→ What this task involves
Wherever the word "edges" occurs in the lines below, copy the whole line.

→ Dataset
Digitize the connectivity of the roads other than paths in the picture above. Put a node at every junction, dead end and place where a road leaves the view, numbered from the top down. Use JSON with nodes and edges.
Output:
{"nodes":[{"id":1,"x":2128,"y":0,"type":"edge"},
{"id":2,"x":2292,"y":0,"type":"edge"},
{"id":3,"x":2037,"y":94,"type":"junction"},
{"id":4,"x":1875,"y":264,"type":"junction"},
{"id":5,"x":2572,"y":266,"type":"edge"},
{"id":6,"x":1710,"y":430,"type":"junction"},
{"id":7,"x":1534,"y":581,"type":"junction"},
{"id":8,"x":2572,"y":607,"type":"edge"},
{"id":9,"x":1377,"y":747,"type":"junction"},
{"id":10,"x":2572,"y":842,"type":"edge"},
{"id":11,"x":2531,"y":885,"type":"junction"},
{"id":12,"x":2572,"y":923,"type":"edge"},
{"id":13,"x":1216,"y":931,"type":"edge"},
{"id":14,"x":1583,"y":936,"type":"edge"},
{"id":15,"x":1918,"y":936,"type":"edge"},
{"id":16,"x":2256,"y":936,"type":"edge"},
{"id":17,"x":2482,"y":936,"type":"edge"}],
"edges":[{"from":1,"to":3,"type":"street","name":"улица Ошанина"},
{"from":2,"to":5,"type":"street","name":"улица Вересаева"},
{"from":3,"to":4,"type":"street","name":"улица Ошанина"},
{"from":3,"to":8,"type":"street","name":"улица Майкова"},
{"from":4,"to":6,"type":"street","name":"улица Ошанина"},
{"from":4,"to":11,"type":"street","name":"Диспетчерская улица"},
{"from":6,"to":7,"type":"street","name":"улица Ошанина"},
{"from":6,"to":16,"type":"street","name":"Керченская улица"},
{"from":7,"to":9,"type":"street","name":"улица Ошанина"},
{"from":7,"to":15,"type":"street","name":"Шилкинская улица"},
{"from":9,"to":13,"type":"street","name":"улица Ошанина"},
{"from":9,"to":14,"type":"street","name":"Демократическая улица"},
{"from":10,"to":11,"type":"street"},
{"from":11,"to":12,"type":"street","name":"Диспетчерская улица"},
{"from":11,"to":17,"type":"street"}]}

→ Task solution
Digitize the connectivity of the roads other than paths in the picture above. Put a node at every junction, dead end and place where a road leaves the view, numbered from the top down. Use JSON with nodes and edges.
"edges":[{"from":1,"to":3,"type":"street","name":"улица Ошанина"},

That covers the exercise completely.